Personality, as much as we love it, isn't even real. The
whole ball of wax is the illusion—what we believe, how we are, the things we are attached to, our aims and goals, and so on. There is, in other words an ersatz or illusory being in us that has grown up in a hardened ball around the real Being of consciousness that extends down into this level. The entire world of this being is illusory. It is incapable of seeing anything real, because it has no inherent reality of its own.
Consciousness arrives in bodies and penetrates them as an expression of itself. It doesn't arise in them; it exists before the body and it exists after the body. The body is a vehicle, in the same way that Vishnu rides
Garuda. This idea is, in fact, a rather exact expression of the relationship between the body and the higher self.
Personality dies at the end of the body's life. There's not much anyone can do about that; it is an artifice in the first place, and only useful insofar as this level goes. Yet we are totally wrapped up in it: we cling to it, not understanding that it is a bogeyman.
WE are the illusion. Ourselves.
When Jeanne de Salzmann explained that consciousness ought to be experienced as coming from behind the body or from above the body, she was referring to an initial—well, admittedly, perhaps not so initial—realization of the fact that consciousness exists independent of the body.

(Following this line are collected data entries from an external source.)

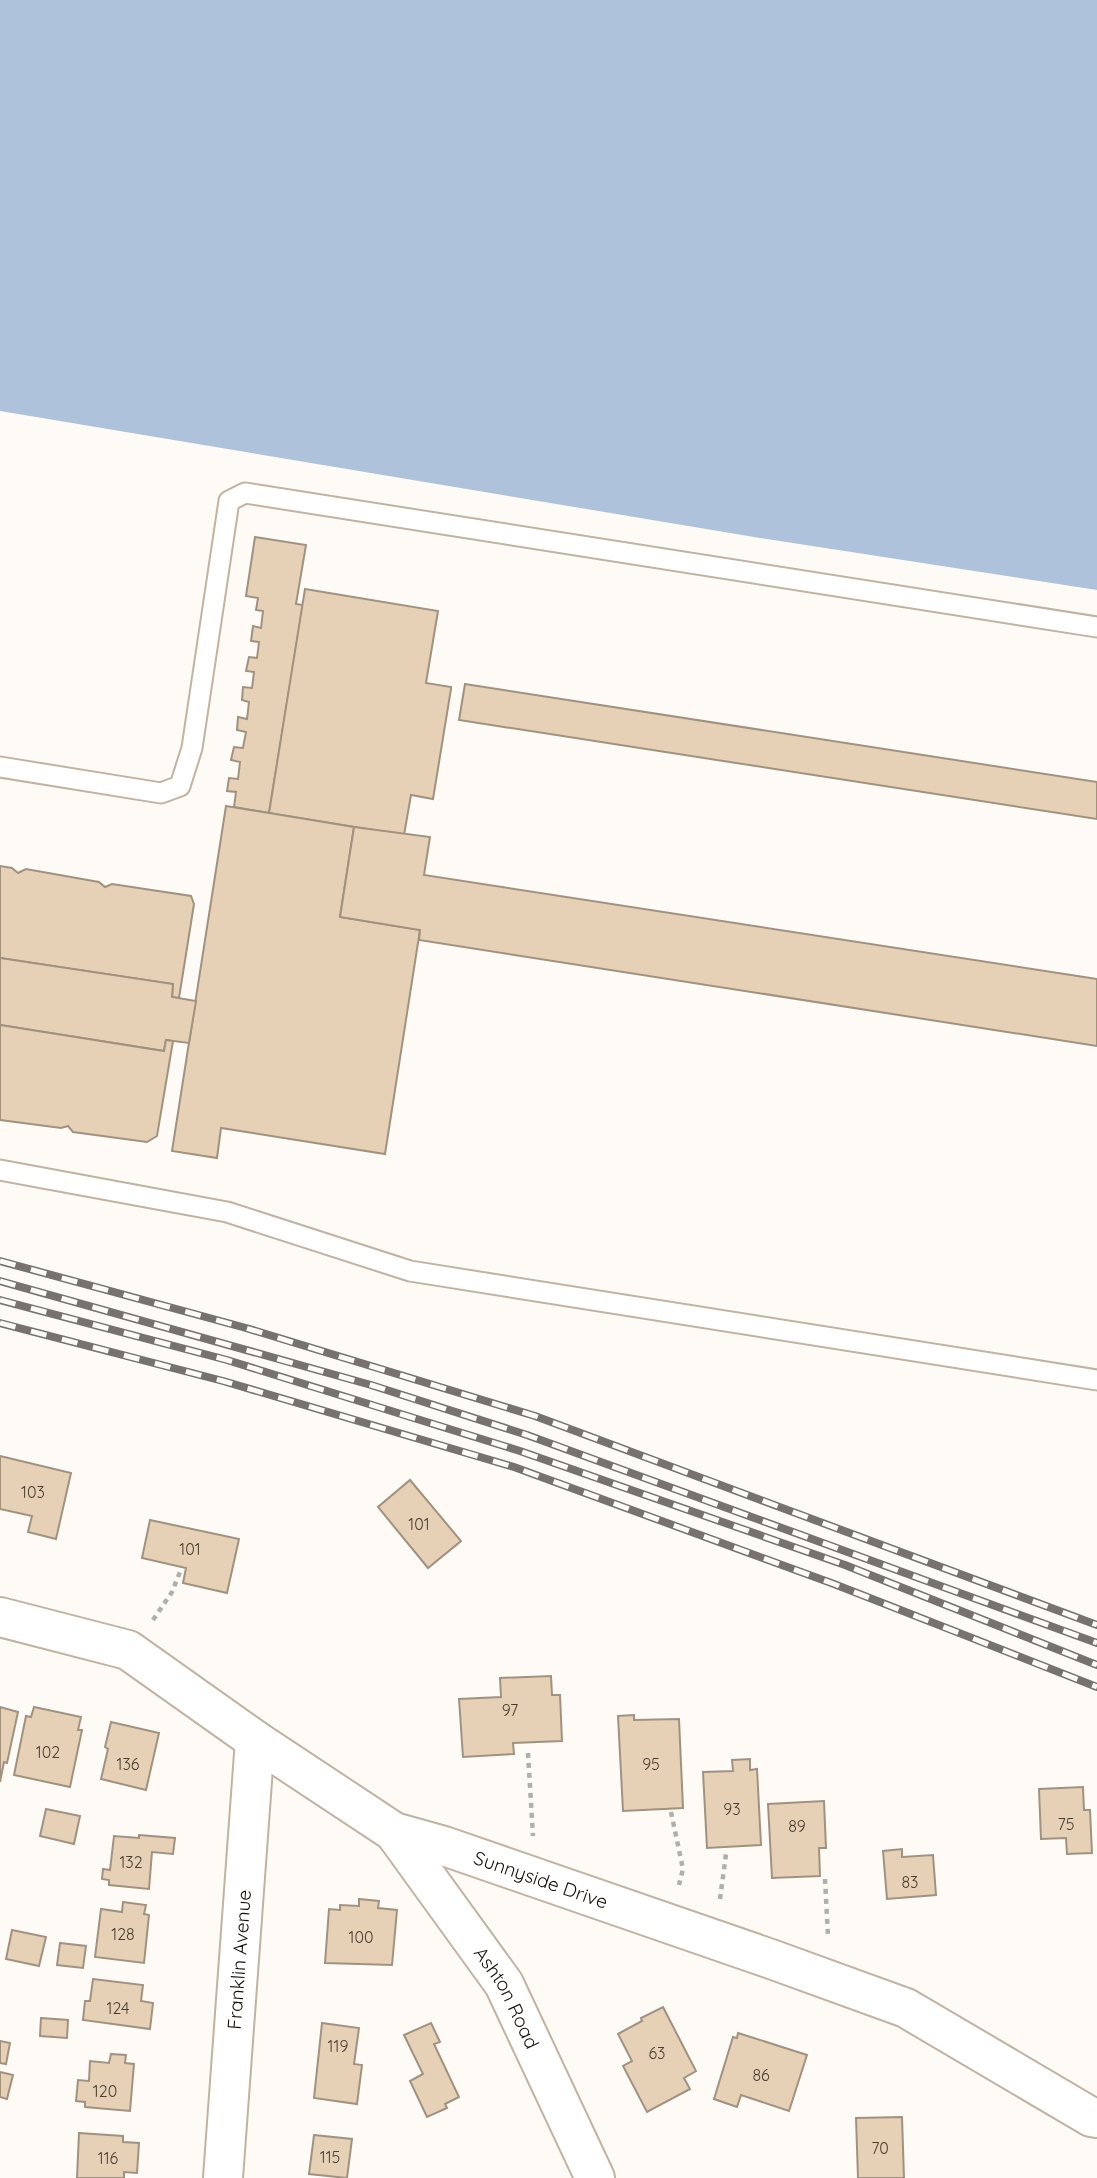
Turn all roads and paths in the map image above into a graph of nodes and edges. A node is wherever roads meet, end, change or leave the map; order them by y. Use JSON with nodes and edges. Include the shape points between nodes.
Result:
{"nodes":[{"id":1,"x":1097,"y":627,"type":"edge"},
{"id":2,"x":0,"y":767,"type":"edge"},
{"id":3,"x":0,"y":1170,"type":"edge"},
{"id":4,"x":1097,"y":1380,"type":"edge"},
{"id":5,"x":180,"y":1572,"type":"dead end"},
{"id":6,"x":0,"y":1617,"type":"edge"},
{"id":7,"x":153,"y":1620,"type":"dead end"},
{"id":8,"x":255,"y":1740,"type":"junction"},
{"id":9,"x":528,"y":1753,"type":"dead end"},
{"id":10,"x":671,"y":1812,"type":"dead end"},
{"id":11,"x":394,"y":1832,"type":"junction"},
{"id":12,"x":533,"y":1836,"type":"dead end"},
{"id":13,"x":726,"y":1854,"type":"dead end"},
{"id":14,"x":825,"y":1880,"type":"dead end"},
{"id":15,"x":679,"y":1885,"type":"dead end"},
{"id":16,"x":720,"y":1899,"type":"dead end"},
{"id":17,"x":828,"y":1936,"type":"dead end"},
{"id":18,"x":1097,"y":2118,"type":"edge"},
{"id":19,"x":223,"y":2178,"type":"edge"},
{"id":20,"x":595,"y":2178,"type":"edge"}],
"edges":[{"from":1,"to":2,"type":"lane","via":[[246,493],[229,501],[192,748],[180,786],[162,793]]},
{"from":3,"to":4,"type":"lane","via":[[227,1212],[410,1271]]},
{"from":5,"to":7,"type":"path"},
{"from":6,"to":8,"type":"street","name":"Sunnyside Drive","via":[[128,1650]]},
{"from":8,"to":11,"type":"street","name":"Sunnyside Drive"},
{"from":8,"to":19,"type":"street","name":"Franklin Avenue"},
{"from":9,"to":12,"type":"path"},
{"from":10,"to":15,"type":"path","via":[[683,1868]]},
{"from":11,"to":18,"type":"street","name":"Sunnyside Drive","via":[[906,2008]]},
{"from":11,"to":20,"type":"street","name":"Ashton Road","via":[[504,1984]]},
{"from":13,"to":16,"type":"path"},
{"from":14,"to":17,"type":"path"}]}
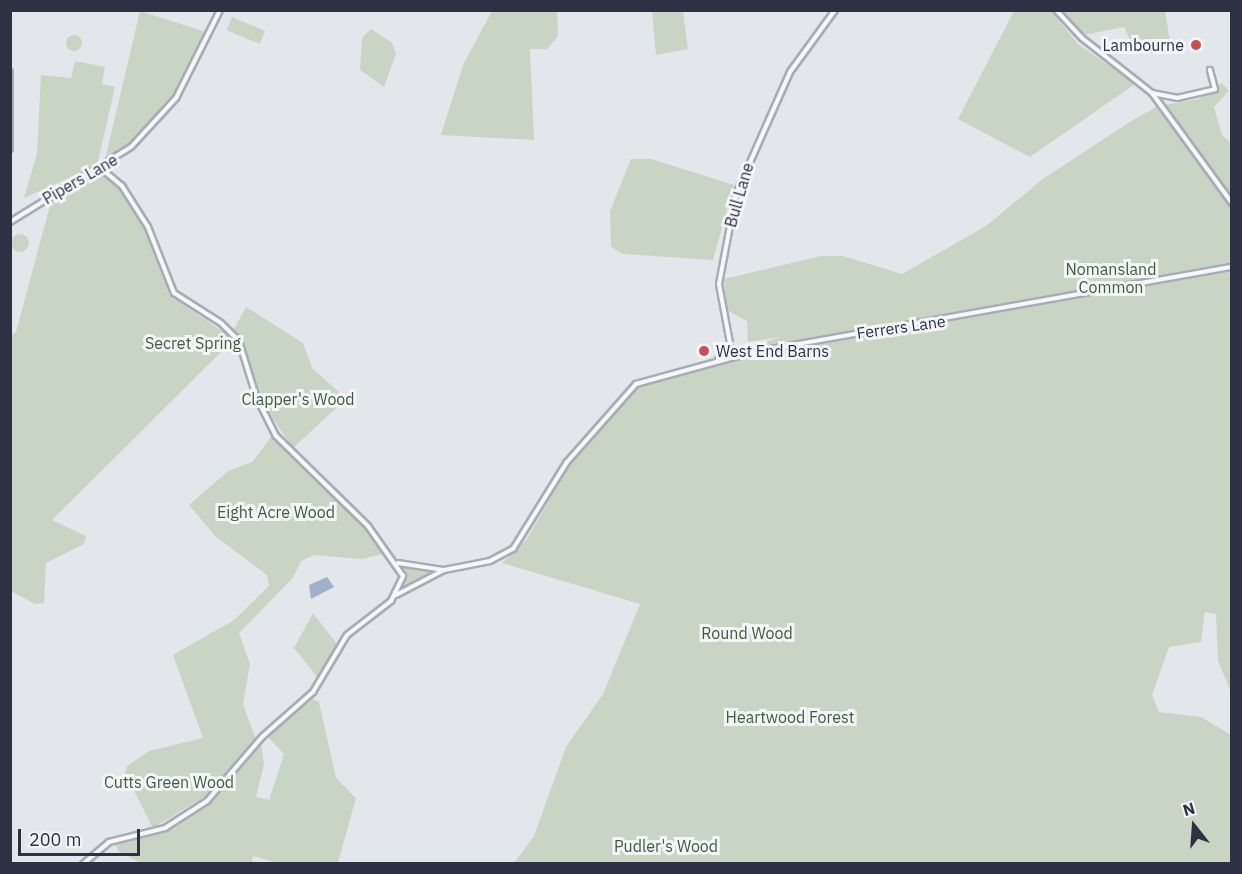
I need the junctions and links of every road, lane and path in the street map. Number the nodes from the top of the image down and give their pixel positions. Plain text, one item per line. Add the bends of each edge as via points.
1 (220, 10) edge
2 (835, 10) edge
3 (1056, 10) edge
4 (1210, 70) dead end
5 (10, 72) edge
6 (1152, 93) junction
7 (1171, 97) junction
8 (1161, 106) junction
9 (10, 149) edge
10 (102, 169) junction
11 (1232, 203) edge
12 (10, 222) edge
13 (1232, 267) edge
14 (717, 361) junction
15 (397, 563) junction
16 (444, 570) junction
17 (396, 595) junction
18 (83, 864) edge

1 - 10 street, Pipers Lane via 171,105
2 - 14 street, Bull Lane via 790,72 736,194 719,284 730,343
3 - 6 street via 1082,38
4 - 7 street via 1215,89
5 - 9 street
6 - 7 street
6 - 8 street
7 - 8 street
8 - 11 street
10 - 12 street, Pipers Lane
10 - 15 street via 122,186 148,227 174,293 221,323 239,341 256,396 276,436 317,472
13 - 14 street, Ferrers Lane
14 - 16 street, Ferrers Lane via 626,391 567,462 513,549 490,561
15 - 16 street, Ferrers Lane
15 - 17 street via 403,576
16 - 17 street, Ferrers Lane
17 - 18 street, Ferrers Lane via 346,636 314,692 262,737 207,801 165,828 109,843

Clinging to the self, which has a completely illusory idea of absolutely everything—an inescapable idea of everything—is the chief source of our inability to achieve real understanding. Reading the words about it may seem to make it facile enough to grasp, intellectually at least, but it doesn't do us much good. And an enormous amount needs to be paid before an organic sensation of Being can begin to lead us in the direction of a right understanding here.
So this world I see—in the
way that I see it—is completely illusory, because the artifice that I inhabit, which interprets it, isn't real. It's certainly possible for "me"—
which does not exist—to become transparent enough for something real to take place. This is what inner work is for. Eventually, the stuff that personality is made of becomes thin enough for some light to shine through it.
Maybe then something real can be sensed.
I respectfully hope you will take good care.